* _What you need to do_
Report every line of the records that contains the word "Carutti".

Collected data entries
────

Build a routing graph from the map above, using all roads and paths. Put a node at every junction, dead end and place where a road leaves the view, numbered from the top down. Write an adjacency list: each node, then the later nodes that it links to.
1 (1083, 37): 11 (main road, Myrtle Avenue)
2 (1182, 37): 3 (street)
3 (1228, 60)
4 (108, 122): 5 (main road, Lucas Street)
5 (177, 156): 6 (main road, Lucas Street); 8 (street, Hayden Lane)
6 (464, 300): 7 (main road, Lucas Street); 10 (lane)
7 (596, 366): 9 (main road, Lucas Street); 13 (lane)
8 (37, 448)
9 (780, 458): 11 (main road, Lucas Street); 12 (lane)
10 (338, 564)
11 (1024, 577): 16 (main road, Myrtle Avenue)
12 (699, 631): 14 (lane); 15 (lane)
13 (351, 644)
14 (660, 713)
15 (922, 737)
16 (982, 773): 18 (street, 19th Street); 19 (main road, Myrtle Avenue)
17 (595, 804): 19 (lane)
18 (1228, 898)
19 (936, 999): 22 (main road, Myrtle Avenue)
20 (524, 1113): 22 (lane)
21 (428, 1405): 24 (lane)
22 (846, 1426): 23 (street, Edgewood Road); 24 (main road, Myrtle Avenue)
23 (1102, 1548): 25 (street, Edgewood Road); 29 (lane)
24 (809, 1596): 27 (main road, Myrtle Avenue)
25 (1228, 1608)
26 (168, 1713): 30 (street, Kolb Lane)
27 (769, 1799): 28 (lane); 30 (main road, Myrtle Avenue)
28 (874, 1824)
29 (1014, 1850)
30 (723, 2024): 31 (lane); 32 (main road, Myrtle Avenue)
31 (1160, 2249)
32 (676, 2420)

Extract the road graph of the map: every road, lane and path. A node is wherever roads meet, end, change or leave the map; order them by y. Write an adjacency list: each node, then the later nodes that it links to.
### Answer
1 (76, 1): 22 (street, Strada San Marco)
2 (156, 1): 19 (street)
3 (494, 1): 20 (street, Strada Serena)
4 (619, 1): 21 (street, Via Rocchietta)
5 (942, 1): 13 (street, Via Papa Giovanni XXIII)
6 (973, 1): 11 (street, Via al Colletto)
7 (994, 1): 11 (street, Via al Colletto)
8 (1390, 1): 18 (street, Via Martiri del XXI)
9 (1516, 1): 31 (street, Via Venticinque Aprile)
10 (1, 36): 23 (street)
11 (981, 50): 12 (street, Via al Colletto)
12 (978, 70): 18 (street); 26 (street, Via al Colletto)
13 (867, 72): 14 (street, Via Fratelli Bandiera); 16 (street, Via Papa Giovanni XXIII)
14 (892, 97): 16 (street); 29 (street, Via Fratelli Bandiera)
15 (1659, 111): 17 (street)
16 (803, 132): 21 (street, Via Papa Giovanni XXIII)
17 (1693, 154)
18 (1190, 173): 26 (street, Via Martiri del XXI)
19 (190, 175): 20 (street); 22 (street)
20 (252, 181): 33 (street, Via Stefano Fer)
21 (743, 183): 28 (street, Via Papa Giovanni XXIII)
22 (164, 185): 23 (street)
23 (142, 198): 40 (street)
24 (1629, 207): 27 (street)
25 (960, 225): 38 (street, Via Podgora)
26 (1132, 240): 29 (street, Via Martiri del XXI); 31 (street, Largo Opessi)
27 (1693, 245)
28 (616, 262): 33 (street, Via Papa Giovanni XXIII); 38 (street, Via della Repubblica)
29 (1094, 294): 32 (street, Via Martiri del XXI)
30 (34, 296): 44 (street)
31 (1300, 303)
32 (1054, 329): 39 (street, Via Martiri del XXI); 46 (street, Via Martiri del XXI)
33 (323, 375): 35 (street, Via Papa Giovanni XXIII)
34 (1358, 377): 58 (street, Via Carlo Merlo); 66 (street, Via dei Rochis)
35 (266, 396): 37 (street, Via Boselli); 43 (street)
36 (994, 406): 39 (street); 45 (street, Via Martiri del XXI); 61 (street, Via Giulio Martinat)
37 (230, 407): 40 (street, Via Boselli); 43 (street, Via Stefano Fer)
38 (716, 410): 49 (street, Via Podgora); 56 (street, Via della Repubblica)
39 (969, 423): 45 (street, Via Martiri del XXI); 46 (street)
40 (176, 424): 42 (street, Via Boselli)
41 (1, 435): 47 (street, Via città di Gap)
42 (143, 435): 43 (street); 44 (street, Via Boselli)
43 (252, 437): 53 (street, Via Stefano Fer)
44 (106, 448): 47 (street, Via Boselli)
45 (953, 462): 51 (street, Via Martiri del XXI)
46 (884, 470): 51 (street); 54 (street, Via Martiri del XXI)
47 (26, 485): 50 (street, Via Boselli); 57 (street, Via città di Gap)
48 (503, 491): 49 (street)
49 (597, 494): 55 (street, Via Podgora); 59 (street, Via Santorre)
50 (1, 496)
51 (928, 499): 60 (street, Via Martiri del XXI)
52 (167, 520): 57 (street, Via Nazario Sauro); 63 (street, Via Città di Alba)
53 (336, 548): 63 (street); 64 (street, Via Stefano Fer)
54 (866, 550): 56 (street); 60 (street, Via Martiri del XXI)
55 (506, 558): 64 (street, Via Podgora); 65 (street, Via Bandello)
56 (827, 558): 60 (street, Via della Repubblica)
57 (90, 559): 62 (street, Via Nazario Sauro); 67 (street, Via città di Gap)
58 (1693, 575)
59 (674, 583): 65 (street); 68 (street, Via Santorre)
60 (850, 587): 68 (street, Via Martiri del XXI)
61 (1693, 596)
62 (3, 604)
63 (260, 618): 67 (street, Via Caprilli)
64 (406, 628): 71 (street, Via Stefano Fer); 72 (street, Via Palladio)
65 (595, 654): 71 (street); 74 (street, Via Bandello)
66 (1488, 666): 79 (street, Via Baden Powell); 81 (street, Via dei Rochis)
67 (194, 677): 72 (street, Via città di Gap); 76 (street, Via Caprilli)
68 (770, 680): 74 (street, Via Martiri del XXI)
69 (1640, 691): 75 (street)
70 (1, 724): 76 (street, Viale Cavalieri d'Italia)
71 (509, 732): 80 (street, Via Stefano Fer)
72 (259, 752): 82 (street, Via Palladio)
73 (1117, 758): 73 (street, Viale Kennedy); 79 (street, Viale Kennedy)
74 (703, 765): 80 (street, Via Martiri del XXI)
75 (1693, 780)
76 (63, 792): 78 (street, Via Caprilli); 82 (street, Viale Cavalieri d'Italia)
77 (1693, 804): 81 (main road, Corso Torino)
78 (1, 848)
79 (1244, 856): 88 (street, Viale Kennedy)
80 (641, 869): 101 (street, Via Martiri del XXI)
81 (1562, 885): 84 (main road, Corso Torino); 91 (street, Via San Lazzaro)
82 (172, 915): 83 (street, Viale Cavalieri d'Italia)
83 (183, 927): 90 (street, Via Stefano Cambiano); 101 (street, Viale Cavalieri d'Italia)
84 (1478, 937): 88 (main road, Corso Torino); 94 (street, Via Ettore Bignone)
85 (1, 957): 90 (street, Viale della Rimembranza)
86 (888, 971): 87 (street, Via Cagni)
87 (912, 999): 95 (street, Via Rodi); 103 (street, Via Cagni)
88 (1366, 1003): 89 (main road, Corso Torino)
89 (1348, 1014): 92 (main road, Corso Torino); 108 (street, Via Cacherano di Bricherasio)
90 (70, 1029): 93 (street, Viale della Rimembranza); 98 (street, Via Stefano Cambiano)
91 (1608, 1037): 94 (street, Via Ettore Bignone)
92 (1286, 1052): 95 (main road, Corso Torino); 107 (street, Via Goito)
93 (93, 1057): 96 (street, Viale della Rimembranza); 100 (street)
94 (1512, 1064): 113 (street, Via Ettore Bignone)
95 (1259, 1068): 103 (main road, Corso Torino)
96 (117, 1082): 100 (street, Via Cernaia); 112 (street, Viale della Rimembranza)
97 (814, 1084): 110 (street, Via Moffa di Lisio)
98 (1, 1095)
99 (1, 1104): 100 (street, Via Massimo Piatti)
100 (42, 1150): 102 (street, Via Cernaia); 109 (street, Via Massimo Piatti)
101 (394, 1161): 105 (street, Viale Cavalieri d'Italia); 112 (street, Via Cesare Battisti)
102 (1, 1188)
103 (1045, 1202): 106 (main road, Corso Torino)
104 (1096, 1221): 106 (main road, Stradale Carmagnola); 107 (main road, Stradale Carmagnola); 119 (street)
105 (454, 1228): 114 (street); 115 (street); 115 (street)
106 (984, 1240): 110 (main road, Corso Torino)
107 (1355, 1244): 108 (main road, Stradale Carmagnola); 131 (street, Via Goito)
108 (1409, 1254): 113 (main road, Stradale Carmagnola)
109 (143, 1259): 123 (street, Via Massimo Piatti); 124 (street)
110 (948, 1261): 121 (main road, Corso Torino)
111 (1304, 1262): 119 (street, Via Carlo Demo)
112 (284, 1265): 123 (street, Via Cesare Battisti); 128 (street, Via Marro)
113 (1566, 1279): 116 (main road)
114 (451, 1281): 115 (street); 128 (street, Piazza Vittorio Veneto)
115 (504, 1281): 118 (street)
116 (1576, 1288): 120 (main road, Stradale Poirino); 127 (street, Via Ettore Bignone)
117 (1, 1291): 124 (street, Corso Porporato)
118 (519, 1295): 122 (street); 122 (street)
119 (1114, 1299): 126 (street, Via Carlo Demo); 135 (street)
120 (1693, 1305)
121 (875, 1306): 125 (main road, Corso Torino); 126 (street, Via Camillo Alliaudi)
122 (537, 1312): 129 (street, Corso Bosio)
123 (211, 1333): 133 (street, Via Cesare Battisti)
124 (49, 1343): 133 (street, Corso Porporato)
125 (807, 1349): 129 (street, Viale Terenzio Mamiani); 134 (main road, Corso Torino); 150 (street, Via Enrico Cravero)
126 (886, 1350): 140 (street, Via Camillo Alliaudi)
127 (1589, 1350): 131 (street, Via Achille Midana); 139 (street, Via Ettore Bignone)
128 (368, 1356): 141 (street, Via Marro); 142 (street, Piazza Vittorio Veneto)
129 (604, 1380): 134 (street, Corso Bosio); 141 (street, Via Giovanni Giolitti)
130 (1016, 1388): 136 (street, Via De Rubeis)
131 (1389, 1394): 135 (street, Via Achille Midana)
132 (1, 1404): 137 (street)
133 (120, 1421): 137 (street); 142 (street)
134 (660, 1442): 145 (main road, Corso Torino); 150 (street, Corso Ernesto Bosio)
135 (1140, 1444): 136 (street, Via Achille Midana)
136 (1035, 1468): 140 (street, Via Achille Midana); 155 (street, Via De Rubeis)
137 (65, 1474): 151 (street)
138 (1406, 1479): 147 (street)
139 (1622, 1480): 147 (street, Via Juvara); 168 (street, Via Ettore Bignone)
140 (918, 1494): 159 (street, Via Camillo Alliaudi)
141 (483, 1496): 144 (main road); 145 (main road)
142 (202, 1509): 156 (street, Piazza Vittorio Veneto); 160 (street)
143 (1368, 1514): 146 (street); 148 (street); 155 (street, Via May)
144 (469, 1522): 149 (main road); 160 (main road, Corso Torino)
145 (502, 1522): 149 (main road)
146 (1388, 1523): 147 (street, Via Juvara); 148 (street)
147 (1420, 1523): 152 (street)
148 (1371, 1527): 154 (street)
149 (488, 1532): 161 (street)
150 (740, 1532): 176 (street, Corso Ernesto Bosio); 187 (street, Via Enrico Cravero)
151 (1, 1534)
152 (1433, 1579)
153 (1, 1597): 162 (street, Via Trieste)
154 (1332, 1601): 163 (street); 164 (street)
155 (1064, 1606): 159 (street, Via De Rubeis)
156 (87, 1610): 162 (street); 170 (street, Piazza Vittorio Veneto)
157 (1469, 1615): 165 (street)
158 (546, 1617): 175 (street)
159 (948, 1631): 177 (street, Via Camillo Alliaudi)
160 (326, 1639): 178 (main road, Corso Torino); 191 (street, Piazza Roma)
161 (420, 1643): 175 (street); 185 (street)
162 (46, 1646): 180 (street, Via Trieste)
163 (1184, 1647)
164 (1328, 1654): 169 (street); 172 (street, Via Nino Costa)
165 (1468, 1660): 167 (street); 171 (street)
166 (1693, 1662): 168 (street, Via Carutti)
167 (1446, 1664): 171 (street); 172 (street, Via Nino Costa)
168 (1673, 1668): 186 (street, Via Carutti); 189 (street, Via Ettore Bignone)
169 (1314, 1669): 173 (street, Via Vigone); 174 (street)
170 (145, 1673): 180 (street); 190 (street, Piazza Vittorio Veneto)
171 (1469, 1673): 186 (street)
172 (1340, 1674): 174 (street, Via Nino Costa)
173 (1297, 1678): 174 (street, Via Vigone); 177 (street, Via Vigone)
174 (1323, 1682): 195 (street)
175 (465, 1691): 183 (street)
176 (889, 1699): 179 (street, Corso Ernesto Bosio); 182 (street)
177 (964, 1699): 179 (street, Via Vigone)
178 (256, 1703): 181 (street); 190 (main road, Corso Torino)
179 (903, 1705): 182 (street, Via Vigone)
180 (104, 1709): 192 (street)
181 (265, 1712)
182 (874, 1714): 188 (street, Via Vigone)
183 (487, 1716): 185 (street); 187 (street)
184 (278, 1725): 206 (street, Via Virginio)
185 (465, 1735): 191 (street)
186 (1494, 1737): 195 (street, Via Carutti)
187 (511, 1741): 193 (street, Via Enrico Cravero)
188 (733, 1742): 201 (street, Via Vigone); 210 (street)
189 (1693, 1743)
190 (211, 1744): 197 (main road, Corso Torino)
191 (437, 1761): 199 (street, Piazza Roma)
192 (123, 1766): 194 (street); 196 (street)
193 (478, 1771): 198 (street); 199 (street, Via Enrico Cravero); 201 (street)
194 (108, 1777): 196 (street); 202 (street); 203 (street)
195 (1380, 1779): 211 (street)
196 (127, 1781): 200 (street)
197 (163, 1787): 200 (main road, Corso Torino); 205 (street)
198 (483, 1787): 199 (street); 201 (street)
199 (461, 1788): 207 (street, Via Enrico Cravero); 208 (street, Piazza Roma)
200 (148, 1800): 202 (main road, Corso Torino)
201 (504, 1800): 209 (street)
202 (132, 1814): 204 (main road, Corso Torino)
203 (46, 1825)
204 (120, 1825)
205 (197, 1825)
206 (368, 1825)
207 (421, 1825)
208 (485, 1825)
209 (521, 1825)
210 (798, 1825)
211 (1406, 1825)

────

* _Output of the exercise_
166 (1693, 1662): 168 (street, Via Carutti)
168 (1673, 1668): 186 (street, Via Carutti); 189 (street, Via Ettore Bignone)
186 (1494, 1737): 195 (street, Via Carutti)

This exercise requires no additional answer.